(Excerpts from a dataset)
[Start of Attachment]

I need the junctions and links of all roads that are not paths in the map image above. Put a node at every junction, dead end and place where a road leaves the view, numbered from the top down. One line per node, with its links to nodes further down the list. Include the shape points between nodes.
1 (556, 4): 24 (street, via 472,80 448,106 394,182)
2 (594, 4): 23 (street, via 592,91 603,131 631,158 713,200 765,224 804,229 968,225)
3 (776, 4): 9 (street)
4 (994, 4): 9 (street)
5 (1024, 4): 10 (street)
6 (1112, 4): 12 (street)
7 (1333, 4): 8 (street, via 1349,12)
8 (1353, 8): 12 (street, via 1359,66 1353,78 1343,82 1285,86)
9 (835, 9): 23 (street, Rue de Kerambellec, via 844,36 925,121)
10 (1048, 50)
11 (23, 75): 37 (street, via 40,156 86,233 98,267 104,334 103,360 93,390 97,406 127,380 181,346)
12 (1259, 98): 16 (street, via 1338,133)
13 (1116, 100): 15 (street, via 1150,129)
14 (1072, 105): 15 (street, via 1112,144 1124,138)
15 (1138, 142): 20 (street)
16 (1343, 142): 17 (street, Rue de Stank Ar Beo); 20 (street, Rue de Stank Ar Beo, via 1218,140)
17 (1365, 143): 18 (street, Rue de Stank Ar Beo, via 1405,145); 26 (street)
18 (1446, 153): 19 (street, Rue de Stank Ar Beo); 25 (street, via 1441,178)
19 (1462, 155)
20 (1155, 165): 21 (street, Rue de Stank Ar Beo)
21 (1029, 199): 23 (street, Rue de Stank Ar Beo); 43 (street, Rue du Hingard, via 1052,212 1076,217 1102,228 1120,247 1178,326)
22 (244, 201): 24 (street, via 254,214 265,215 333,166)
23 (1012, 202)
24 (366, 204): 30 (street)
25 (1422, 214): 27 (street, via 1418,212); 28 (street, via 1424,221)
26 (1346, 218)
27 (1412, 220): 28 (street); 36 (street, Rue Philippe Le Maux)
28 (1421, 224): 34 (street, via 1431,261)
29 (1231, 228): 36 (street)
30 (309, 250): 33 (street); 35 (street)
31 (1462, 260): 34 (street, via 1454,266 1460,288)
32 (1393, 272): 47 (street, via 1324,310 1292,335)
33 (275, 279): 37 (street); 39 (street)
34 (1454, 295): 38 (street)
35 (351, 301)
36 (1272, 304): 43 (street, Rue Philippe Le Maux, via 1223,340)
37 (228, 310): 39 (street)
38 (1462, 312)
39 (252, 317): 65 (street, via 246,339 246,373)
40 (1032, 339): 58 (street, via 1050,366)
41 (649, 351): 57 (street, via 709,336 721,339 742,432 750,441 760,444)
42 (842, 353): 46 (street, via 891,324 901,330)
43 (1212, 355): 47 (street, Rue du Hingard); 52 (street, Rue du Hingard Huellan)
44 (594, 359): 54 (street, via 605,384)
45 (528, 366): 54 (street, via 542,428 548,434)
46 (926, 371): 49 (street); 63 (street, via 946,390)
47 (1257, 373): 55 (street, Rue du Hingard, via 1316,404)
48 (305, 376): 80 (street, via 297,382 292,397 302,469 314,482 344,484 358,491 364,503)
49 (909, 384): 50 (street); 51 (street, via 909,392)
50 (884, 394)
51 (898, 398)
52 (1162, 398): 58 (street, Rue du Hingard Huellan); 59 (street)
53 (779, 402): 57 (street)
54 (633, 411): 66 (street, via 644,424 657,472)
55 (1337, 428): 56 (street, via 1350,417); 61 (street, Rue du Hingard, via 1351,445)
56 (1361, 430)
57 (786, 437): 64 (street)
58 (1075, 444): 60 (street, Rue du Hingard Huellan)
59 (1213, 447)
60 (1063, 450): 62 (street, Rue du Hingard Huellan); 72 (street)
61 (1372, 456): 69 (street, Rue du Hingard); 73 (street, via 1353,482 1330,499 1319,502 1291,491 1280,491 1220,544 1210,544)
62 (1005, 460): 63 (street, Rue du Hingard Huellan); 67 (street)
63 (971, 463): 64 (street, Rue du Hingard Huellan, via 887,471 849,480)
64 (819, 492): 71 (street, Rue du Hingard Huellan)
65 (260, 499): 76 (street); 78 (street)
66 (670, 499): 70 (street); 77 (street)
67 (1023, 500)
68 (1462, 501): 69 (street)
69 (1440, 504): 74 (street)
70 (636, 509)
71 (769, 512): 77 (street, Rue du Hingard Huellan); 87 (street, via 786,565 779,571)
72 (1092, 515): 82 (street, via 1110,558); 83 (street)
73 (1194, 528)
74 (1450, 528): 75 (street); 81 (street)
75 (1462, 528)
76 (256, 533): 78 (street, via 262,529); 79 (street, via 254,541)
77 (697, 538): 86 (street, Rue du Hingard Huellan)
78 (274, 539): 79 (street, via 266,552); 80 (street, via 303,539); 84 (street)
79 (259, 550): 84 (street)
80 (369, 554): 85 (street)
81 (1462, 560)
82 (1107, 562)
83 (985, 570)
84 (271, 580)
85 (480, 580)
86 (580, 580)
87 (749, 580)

[End of Attachment]

▶ **ABOUT THIS EXERCISE**: All of the data needs to be repeated exactly.

▶ **SOLVED PROBLEM**:
I need the junctions and links of all roads that are not paths in the map image above. Put a node at every junction, dead end and place where a road leaves the view, numbered from the top down. One line per node, with its links to nodes further down the list. Include the shape points between nodes.
1 (556, 4): 24 (street, via 472,80 448,106 394,182)
2 (594, 4): 23 (street, via 592,91 603,131 631,158 713,200 765,224 804,229 968,225)
3 (776, 4): 9 (street)
4 (994, 4): 9 (street)
5 (1024, 4): 10 (street)
6 (1112, 4): 12 (street)
7 (1333, 4): 8 (street, via 1349,12)
8 (1353, 8): 12 (street, via 1359,66 1353,78 1343,82 1285,86)
9 (835, 9): 23 (street, Rue de Kerambellec, via 844,36 925,121)
10 (1048, 50)
11 (23, 75): 37 (street, via 40,156 86,233 98,267 104,334 103,360 93,390 97,406 127,380 181,346)
12 (1259, 98): 16 (street, via 1338,133)
13 (1116, 100): 15 (street, via 1150,129)
14 (1072, 105): 15 (street, via 1112,144 1124,138)
15 (1138, 142): 20 (street)
16 (1343, 142): 17 (street, Rue de Stank Ar Beo); 20 (street, Rue de Stank Ar Beo, via 1218,140)
17 (1365, 143): 18 (street, Rue de Stank Ar Beo, via 1405,145); 26 (street)
18 (1446, 153): 19 (street, Rue de Stank Ar Beo); 25 (street, via 1441,178)
19 (1462, 155)
20 (1155, 165): 21 (street, Rue de Stank Ar Beo)
21 (1029, 199): 23 (street, Rue de Stank Ar Beo); 43 (street, Rue du Hingard, via 1052,212 1076,217 1102,228 1120,247 1178,326)
22 (244, 201): 24 (street, via 254,214 265,215 333,166)
23 (1012, 202)
24 (366, 204): 30 (street)
25 (1422, 214): 27 (street, via 1418,212); 28 (street, via 1424,221)
26 (1346, 218)
27 (1412, 220): 28 (street); 36 (street, Rue Philippe Le Maux)
28 (1421, 224): 34 (street, via 1431,261)
29 (1231, 228): 36 (street)
30 (309, 250): 33 (street); 35 (street)
31 (1462, 260): 34 (street, via 1454,266 1460,288)
32 (1393, 272): 47 (street, via 1324,310 1292,335)
33 (275, 279): 37 (street); 39 (street)
34 (1454, 295): 38 (street)
35 (351, 301)
36 (1272, 304): 43 (street, Rue Philippe Le Maux, via 1223,340)
37 (228, 310): 39 (street)
38 (1462, 312)
39 (252, 317): 65 (street, via 246,339 246,373)
40 (1032, 339): 58 (street, via 1050,366)
41 (649, 351): 57 (street, via 709,336 721,339 742,432 750,441 760,444)
42 (842, 353): 46 (street, via 891,324 901,330)
43 (1212, 355): 47 (street, Rue du Hingard); 52 (street, Rue du Hingard Huellan)
44 (594, 359): 54 (street, via 605,384)
45 (528, 366): 54 (street, via 542,428 548,434)
46 (926, 371): 49 (street); 63 (street, via 946,390)
47 (1257, 373): 55 (street, Rue du Hingard, via 1316,404)
48 (305, 376): 80 (street, via 297,382 292,397 302,469 314,482 344,484 358,491 364,503)
49 (909, 384): 50 (street); 51 (street, via 909,392)
50 (884, 394)
51 (898, 398)
52 (1162, 398): 58 (street, Rue du Hingard Huellan); 59 (street)
53 (779, 402): 57 (street)
54 (633, 411): 66 (street, via 644,424 657,472)
55 (1337, 428): 56 (street, via 1350,417); 61 (street, Rue du Hingard, via 1351,445)
56 (1361, 430)
57 (786, 437): 64 (street)
58 (1075, 444): 60 (street, Rue du Hingard Huellan)
59 (1213, 447)
60 (1063, 450): 62 (street, Rue du Hingard Huellan); 72 (street)
61 (1372, 456): 69 (street, Rue du Hingard); 73 (street, via 1353,482 1330,499 1319,502 1291,491 1280,491 1220,544 1210,544)
62 (1005, 460): 63 (street, Rue du Hingard Huellan); 67 (street)
63 (971, 463): 64 (street, Rue du Hingard Huellan, via 887,471 849,480)
64 (819, 492): 71 (street, Rue du Hingard Huellan)
65 (260, 499): 76 (street); 78 (street)
66 (670, 499): 70 (street); 77 (street)
67 (1023, 500)
68 (1462, 501): 69 (street)
69 (1440, 504): 74 (street)
70 (636, 509)
71 (769, 512): 77 (street, Rue du Hingard Huellan); 87 (street, via 786,565 779,571)
72 (1092, 515): 82 (street, via 1110,558); 83 (street)
73 (1194, 528)
74 (1450, 528): 75 (street); 81 (street)
75 (1462, 528)
76 (256, 533): 78 (street, via 262,529); 79 (street, via 254,541)
77 (697, 538): 86 (street, Rue du Hingard Huellan)
78 (274, 539): 79 (street, via 266,552); 80 (street, via 303,539); 84 (street)
79 (259, 550): 84 (street)
80 (369, 554): 85 (street)
81 (1462, 560)
82 (1107, 562)
83 (985, 570)
84 (271, 580)
85 (480, 580)
86 (580, 580)
87 (749, 580)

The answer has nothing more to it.